Je ne vous en dis pas plus. Faîtes confiance à Nancy Huston et à moi-même : vous allez lire un extraordinaire roman, surprenant, poétique, bouleversant. Vous allez rire, vous allez avoir les larmes aux yeux. Vous allez ressentir un grand bonheur de lecture.
- Le choix des libraires : Les croissants du dimanche (1 choix)– Annie Saumont – Julliard, Paris, France– 14/07/2012
Dix-neuf nouvelles de trois à dix pages. Annie Saumont fait dans le court. Elle raconte, ne démontre jamais. Elle décrit ce que font ses personnages mais jamais ce qu’ils pensent. Elles ne portent aucun jugement sur eux. Pas de complaisance ni de sentimentalisme. Des histoires acides, des errances, des dérives. Des personnages fragiles souvent cabossés par la vie qui puisent au tréfonds d’eux-mêmes une formidable envie de vivre.
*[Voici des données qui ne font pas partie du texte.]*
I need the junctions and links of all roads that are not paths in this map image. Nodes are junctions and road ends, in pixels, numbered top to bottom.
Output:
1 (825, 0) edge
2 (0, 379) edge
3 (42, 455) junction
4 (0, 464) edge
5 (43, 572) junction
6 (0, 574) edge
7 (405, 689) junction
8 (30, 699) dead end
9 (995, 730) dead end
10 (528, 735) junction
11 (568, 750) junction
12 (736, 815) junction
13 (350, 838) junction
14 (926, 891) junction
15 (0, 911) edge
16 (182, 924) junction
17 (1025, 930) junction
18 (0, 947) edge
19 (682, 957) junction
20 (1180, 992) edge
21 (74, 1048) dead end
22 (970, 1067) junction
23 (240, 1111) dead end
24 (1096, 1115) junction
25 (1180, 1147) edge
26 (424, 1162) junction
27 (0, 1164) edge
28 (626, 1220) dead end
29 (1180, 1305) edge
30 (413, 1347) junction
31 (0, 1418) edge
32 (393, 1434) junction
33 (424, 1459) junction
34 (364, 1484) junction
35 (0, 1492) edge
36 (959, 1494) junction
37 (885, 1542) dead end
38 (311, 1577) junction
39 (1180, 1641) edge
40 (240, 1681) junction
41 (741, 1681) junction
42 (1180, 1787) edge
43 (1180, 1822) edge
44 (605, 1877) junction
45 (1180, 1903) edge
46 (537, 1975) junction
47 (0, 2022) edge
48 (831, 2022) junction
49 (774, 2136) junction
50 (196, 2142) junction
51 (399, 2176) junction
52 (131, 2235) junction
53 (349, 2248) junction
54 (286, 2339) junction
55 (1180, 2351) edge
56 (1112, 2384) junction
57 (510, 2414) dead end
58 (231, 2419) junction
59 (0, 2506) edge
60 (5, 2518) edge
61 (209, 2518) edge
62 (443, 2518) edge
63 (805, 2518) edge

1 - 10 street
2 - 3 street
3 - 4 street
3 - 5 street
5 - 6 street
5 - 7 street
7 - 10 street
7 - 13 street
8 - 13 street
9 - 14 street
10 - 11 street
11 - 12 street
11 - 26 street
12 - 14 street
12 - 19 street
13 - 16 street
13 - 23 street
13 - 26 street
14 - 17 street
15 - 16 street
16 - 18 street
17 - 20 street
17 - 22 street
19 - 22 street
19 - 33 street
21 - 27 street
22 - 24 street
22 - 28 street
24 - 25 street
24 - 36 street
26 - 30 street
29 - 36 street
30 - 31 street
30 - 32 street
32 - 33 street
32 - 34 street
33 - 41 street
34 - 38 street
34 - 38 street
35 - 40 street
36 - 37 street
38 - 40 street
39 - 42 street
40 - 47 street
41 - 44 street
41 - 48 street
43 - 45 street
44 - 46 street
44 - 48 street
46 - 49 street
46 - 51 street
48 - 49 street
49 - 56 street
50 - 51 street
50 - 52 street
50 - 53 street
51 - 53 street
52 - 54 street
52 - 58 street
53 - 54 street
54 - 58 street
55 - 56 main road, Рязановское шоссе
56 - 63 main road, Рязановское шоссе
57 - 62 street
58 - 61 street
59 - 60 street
Elle a douze ans, elle venge sa mère qui est devenue boiteuse à la suite d’une bagarre dans un café… Maly prépare des sandwiches dans un Delicatessen, un jeune homme grand – beau dira-t-elle ?- l’entraîne dans une belle maison au porche à colonnades, ils échangent des frissons, des soupirs, il lui dit de rester là qu’il va chez des amis mais reviendra dans une heure, il ne revient pas… Il est élevé par sa tante Alice – un long nez, un regard impénétrable – une obsédée de la propreté et de l’ordre qui se méfie de tout ce qui salit – tout salit – mais un jour avec une éponge propre – Amélie a un BTS de gestion, ses deux frères leur brevet des collèges ; ils ont quitté le village ; ils ne donnent pas de nouvelles à leurs parents ; un jour leur mère ira à la ville voir comment ils s’arrangent… Une femme sur une plage qui vient d’écrire une lettre se terminant par : Viens ; c’est un autre qui arrive à l’improviste… Un orphelin qui est accueilli les week-end par une femme Karine, sourde, qui lui transmet de la tendresse ; mais voilà qu’un jour il voit le blouson d’un homme jeté sur le dossier d’une chaise…
Ah j’allais oublier : Annie Saumont a de l’humour et de la tendresse en vrac ainsi qu’un grand amour pour la liberté, celle du style en particulier ; elle n’a peur de froisser ni les bonnes moeurs, ni la grammaire.